Observation data (J2000 epoch)
- Constellation: Ophiuchus
- Right ascension: 17^{h} 20^{m} 28.17^{s}
- Declination: −00° 58′ 47.71″
- Redshift: 0.030421
- Heliocentric radial velocity: 9120 km/s
- Distance: 465 Mly (142.75 Mpc)

Characteristics
- Type: SA0, NLRG LEG
- Size: ~130,000 ly (41 kpc) (estimated)

Other designations
- 4C –00.67, 2MASX J17202814–0058471, PGC 60102, CTA 076, DA 434, NRAO 524, NSA 147925, PKS B1717–009, TXS 1717–009, CXO J172028.1–005846, MRC 1717–009

= 3C 353 =

Radio galaxy in the constellation Ophiuchus

3C 353 is a powerful radio galaxy located in the constellation of Ophiuchus. The redshift of the galaxy is (z) 0.030 and it was initially thought to be a radio star in 1959 where it was designated as 2C 1473. In 1964, this was identified with a galaxy counterpart. It is the fourth brightest source detected after Hercules A, Messier 87 and Cygnus A.

== Description ==
3C 353 is a giant elliptical galaxy that has a LINER optical spectrum and an undisturbed appearance. A dominating member of the ZW 1718-0108 galaxy cluster, the galaxy mainly contains a double-lobed radio structure with Fanaroff-Riley Class Type II radio morphology. The total radio luminosity of the source is estimated to be 5h^{−2} × 10^{25} W Hz^{−1}. Radio imaging made with the Very Large Array (VLA) found there are two radio jets which contain enhanced diffused brightness regions, roughly parallel to one another. The main jet appears as straight, but it is mainly aligned with the nucleus instead of towards the nuclear point.

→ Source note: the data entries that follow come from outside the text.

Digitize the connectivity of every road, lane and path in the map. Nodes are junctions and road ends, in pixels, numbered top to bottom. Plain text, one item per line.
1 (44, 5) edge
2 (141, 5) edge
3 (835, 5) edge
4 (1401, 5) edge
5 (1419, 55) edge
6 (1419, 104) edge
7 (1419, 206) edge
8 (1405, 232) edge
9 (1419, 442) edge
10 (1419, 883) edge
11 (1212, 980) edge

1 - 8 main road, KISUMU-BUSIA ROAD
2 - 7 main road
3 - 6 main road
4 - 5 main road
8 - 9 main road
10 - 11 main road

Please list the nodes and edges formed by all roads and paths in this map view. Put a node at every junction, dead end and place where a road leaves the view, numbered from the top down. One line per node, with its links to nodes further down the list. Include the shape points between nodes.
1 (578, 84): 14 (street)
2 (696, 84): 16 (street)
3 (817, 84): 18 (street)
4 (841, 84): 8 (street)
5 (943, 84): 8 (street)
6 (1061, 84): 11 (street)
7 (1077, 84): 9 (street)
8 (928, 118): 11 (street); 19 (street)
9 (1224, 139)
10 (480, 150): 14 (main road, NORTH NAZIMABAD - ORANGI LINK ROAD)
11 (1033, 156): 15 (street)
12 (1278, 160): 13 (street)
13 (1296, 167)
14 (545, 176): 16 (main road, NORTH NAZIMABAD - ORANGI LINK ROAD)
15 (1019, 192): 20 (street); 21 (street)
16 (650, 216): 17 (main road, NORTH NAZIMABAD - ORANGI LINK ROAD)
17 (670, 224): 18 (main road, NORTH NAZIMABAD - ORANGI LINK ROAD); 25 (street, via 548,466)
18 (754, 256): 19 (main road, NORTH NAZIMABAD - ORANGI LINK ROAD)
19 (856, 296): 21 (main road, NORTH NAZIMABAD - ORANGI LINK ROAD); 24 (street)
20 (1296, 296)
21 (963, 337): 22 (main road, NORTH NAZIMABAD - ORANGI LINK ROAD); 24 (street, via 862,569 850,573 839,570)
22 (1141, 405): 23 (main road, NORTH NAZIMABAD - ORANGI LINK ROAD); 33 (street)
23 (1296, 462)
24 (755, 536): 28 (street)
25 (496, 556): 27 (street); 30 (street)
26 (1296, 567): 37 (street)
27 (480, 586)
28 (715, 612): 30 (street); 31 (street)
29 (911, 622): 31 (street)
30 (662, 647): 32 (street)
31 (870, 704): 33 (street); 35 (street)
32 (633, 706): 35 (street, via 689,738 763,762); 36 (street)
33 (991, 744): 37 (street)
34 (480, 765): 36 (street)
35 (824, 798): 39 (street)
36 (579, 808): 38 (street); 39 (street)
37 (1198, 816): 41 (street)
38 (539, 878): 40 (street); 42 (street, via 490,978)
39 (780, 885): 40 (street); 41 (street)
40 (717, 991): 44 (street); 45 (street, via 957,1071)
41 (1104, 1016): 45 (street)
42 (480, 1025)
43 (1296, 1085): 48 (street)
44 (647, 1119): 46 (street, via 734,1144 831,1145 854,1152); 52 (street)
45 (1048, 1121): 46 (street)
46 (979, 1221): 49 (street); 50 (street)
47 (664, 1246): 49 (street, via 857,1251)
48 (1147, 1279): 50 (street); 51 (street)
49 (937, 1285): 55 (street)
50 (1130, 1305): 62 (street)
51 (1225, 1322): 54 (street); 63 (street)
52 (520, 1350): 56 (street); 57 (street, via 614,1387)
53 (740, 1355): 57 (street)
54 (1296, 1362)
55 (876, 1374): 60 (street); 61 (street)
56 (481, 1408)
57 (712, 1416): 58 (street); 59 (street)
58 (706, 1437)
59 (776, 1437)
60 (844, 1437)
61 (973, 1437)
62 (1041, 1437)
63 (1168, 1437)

When imaged with the VLA the jets of 3C 353 are shown to have total-intensity profiles that are classified as flat-topped, with jet radio emission that mainly originates from a thick area which the magnetic field has no signs of a component that is traversing towards the jet's axis.

The rest of the source is depicted as extended. Based on radio imaging, the radio lobes are different to one another. The eastern part of the lobe has a rounded appearance with evidence of sharp edges while the western part of the lobe has an elongated and irregular appearance. A weak radio core is found near the center of the nucleus region. Weak traces of ultraviolet emission has been detected in the galaxy based on ultraviolet imaging. There is also X-ray emission present in some parts of the galaxy including the nucleus, both jets and one of the radio lobes.